» Problem to work on
Collect every line in the records below that contains the word "SZPITALNA".

+--

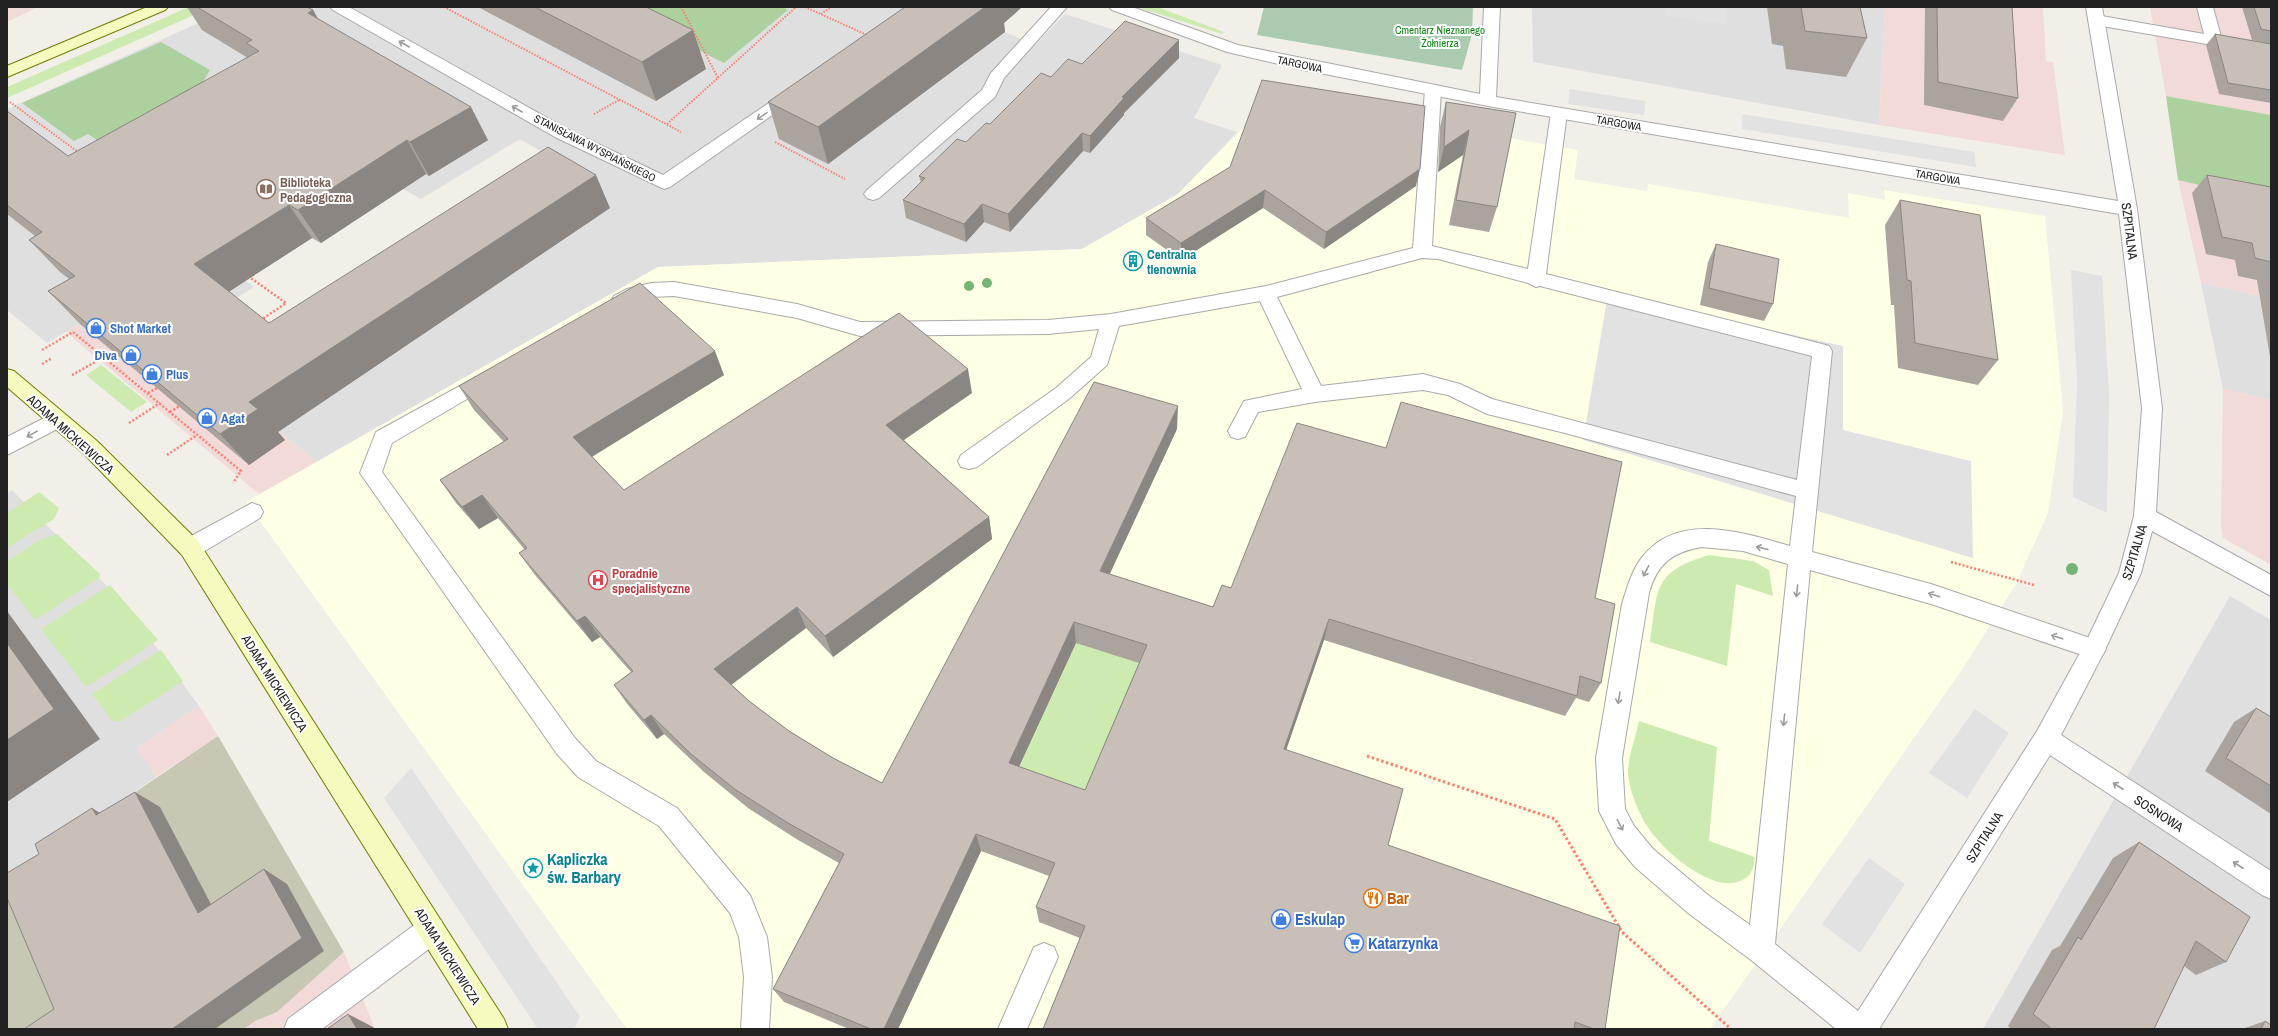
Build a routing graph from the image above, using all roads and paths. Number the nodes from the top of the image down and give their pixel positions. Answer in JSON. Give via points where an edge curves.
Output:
{"nodes":[{"id":1,"x":160,"y":7,"type":"edge"},
{"id":2,"x":338,"y":7,"type":"edge"},
{"id":3,"x":444,"y":7,"type":"edge"},
{"id":4,"x":681,"y":7,"type":"edge"},
{"id":5,"x":796,"y":7,"type":"edge"},
{"id":6,"x":805,"y":7,"type":"edge"},
{"id":7,"x":831,"y":7,"type":"edge"},
{"id":8,"x":1059,"y":7,"type":"edge"},
{"id":9,"x":1118,"y":7,"type":"edge"},
{"id":10,"x":1492,"y":7,"type":"edge"},
{"id":11,"x":2205,"y":7,"type":"edge"},
{"id":12,"x":2095,"y":13,"type":"edge"},
{"id":13,"x":820,"y":14,"type":"junction"},
{"id":14,"x":868,"y":36,"type":"edge"},
{"id":15,"x":2214,"y":40,"type":"junction"},
{"id":16,"x":2271,"y":50,"type":"edge"},
{"id":17,"x":7,"y":72,"type":"edge"},
{"id":18,"x":718,"y":78,"type":"junction"},
{"id":19,"x":810,"y":83,"type":"edge"},
{"id":20,"x":1433,"y":90,"type":"junction"},
{"id":21,"x":1488,"y":101,"type":"junction"},
{"id":22,"x":10,"y":102,"type":"dead end"},
{"id":23,"x":1558,"y":113,"type":"junction"},
{"id":24,"x":667,"y":124,"type":"junction"},
{"id":25,"x":770,"y":140,"type":"dead end"},
{"id":26,"x":713,"y":149,"type":"junction"},
{"id":27,"x":80,"y":153,"type":"edge"},
{"id":28,"x":873,"y":194,"type":"joint"},
{"id":29,"x":2128,"y":209,"type":"junction"},
{"id":30,"x":1422,"y":252,"type":"junction"},
{"id":31,"x":244,"y":273,"type":"edge"},
{"id":32,"x":1536,"y":280,"type":"junction"},
{"id":33,"x":1266,"y":293,"type":"junction"},
{"id":34,"x":606,"y":310,"type":"edge"},
{"id":35,"x":1111,"y":321,"type":"junction"},
{"id":36,"x":255,"y":324,"type":"edge"},
{"id":37,"x":42,"y":350,"type":"dead end"},
{"id":38,"x":104,"y":357,"type":"junction"},
{"id":39,"x":52,"y":358,"type":"dead end"},
{"id":40,"x":40,"y":365,"type":"dead end"},
{"id":41,"x":505,"y":368,"type":"edge"},
{"id":42,"x":72,"y":375,"type":"dead end"},
{"id":43,"x":7,"y":376,"type":"edge"},
{"id":44,"x":160,"y":386,"type":"edge"},
{"id":45,"x":148,"y":394,"type":"junction"},
{"id":46,"x":1315,"y":394,"type":"junction"},
{"id":47,"x":160,"y":403,"type":"junction"},
{"id":48,"x":183,"y":404,"type":"edge"},
{"id":49,"x":170,"y":412,"type":"junction"},
{"id":50,"x":56,"y":420,"type":"junction"},
{"id":51,"x":129,"y":423,"type":"dead end"},
{"id":52,"x":1238,"y":431,"type":"dead end"},
{"id":53,"x":197,"y":434,"type":"junction"},
{"id":54,"x":7,"y":447,"type":"edge"},
{"id":55,"x":167,"y":455,"type":"dead end"},
{"id":56,"x":969,"y":461,"type":"dead end"},
{"id":57,"x":229,"y":490,"type":"dead end"},
{"id":58,"x":1807,"y":491,"type":"junction"},
{"id":59,"x":252,"y":512,"type":"dead end"},
{"id":60,"x":2146,"y":516,"type":"junction"},
{"id":61,"x":190,"y":548,"type":"junction"},
{"id":62,"x":1800,"y":558,"type":"junction"},
{"id":63,"x":2271,"y":586,"type":"edge"},
{"id":64,"x":2094,"y":648,"type":"junction"},
{"id":65,"x":2046,"y":739,"type":"junction"},
{"id":66,"x":1367,"y":756,"type":"dead end"},
{"id":67,"x":2271,"y":886,"type":"edge"},
{"id":68,"x":431,"y":930,"type":"junction"},
{"id":69,"x":1762,"y":950,"type":"junction"},
{"id":70,"x":1044,"y":957,"type":"dead end"},
{"id":71,"x":298,"y":1029,"type":"edge"},
{"id":72,"x":494,"y":1029,"type":"edge"},
{"id":73,"x":755,"y":1029,"type":"edge"},
{"id":74,"x":1012,"y":1029,"type":"edge"},
{"id":75,"x":1731,"y":1029,"type":"edge"},
{"id":76,"x":1858,"y":1029,"type":"edge"},
{"id":77,"x":1863,"y":1029,"type":"edge"}],
"edges":[{"from":1,"to":17,"type":"street"},
{"from":26,"to":2,"type":"street","name":"STANISŁAWA WYSPIAŃSKIEGO","one_way":true,"via":[[664,183],[561,133]]},
{"from":3,"to":24,"type":"path"},
{"from":4,"to":18,"type":"path"},
{"from":5,"to":18,"type":"path"},
{"from":6,"to":13,"type":"path"},
{"from":7,"to":13,"type":"path"},
{"from":8,"to":28,"type":"street","via":[[997,76],[989,93]]},
{"from":9,"to":20,"type":"street","name":"TARGOWA","via":[[1233,49]]},
{"from":10,"to":21,"type":"street"},
{"from":11,"to":15,"type":"street"},
{"from":12,"to":15,"type":"street"},
{"from":12,"to":29,"type":"street","name":"SZPITALNA"},
{"from":13,"to":14,"type":"path"},
{"from":15,"to":16,"type":"street"},
{"from":18,"to":24,"type":"path"},
{"from":19,"to":26,"type":"street","name":"STANISŁAWA WYSPIAŃSKIEGO","one_way":true},
{"from":20,"to":21,"type":"street","name":"TARGOWA"},
{"from":20,"to":30,"type":"street"},
{"from":21,"to":23,"type":"street","name":"TARGOWA"},
{"from":22,"to":27,"type":"path"},
{"from":23,"to":29,"type":"street","name":"TARGOWA"},
{"from":23,"to":32,"type":"street"},
{"from":24,"to":26,"type":"path"},
{"from":25,"to":28,"type":"path"},
{"from":29,"to":60,"type":"street","name":"SZPITALNA","via":[[2152,408]]},
{"from":30,"to":32,"type":"street"},
{"from":30,"to":33,"type":"street"},
{"from":31,"to":36,"type":"path","via":[[286,304]]},
{"from":32,"to":58,"type":"street","via":[[1822,351]]},
{"from":33,"to":35,"type":"street"},
{"from":33,"to":46,"type":"street"},
{"from":34,"to":35,"type":"street","via":[[634,294],[674,289],[797,311],[860,329],[1048,327]]},
{"from":35,"to":56,"type":"street","via":[[1100,360],[1063,393]]},
{"from":37,"to":38,"type":"path","via":[[73,332]]},
{"from":38,"to":42,"type":"path"},
{"from":38,"to":45,"type":"path"},
{"from":39,"to":40,"type":"path"},
{"from":41,"to":73,"type":"street","via":[[383,438],[371,473],[566,746],[587,769],[668,817],[740,904],[753,937],[758,977]]},
{"from":43,"to":50,"type":"street","name":"ADAMA MICKIEWICZA"},
{"from":44,"to":45,"type":"path"},
{"from":45,"to":47,"type":"path"},
{"from":46,"to":52,"type":"street","via":[[1251,406]]},
{"from":46,"to":58,"type":"street","via":[[1423,382],[1453,389],[1487,406]]},
{"from":47,"to":49,"type":"path"},
{"from":47,"to":51,"type":"path"},
{"from":48,"to":49,"type":"path"},
{"from":49,"to":53,"type":"path"},
{"from":50,"to":54,"type":"street","one_way":true},
{"from":50,"to":61,"type":"street","name":"ADAMA MICKIEWICZA","via":[[90,448]]},
{"from":53,"to":55,"type":"path"},
{"from":53,"to":57,"type":"path","via":[[241,471]]},
{"from":58,"to":62,"type":"street"},
{"from":59,"to":61,"type":"street"},
{"from":60,"to":63,"type":"street"},
{"from":60,"to":64,"type":"street","name":"SZPITALNA","via":[[2130,573]]},
{"from":61,"to":68,"type":"street","name":"ADAMA MICKIEWICZA"},
{"from":64,"to":62,"type":"street","one_way":true,"via":[[1932,594]]},
{"from":62,"to":69,"type":"street","one_way":true},
{"from":62,"to":69,"type":"street","one_way":true,"via":[[1728,540],[1705,537],[1688,539],[1660,553],[1650,562],[1640,582],[1634,604],[1609,758],[1612,811],[1625,835],[1644,858],[1698,904]]},
{"from":64,"to":65,"type":"street","name":"SZPITALNA"},
{"from":67,"to":65,"type":"street","name":"SOSNOWA","one_way":true},
{"from":65,"to":77,"type":"street","name":"SZPITALNA"},
{"from":66,"to":75,"type":"path","via":[[1554,819],[1622,932]]},
{"from":68,"to":71,"type":"street"},
{"from":68,"to":72,"type":"street","name":"ADAMA MICKIEWICZA"},
{"from":69,"to":76,"type":"street"},
{"from":70,"to":74,"type":"street"}]}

+--

» Written response
{"from":12,"to":29,"type":"street","name":"SZPITALNA"},
{"from":29,"to":60,"type":"street","name":"SZPITALNA","via":[[2152,408]]},
{"from":60,"to":64,"type":"street","name":"SZPITALNA","via":[[2130,573]]},
{"from":64,"to":65,"type":"street","name":"SZPITALNA"},
{"from":65,"to":77,"type":"street","name":"SZPITALNA"},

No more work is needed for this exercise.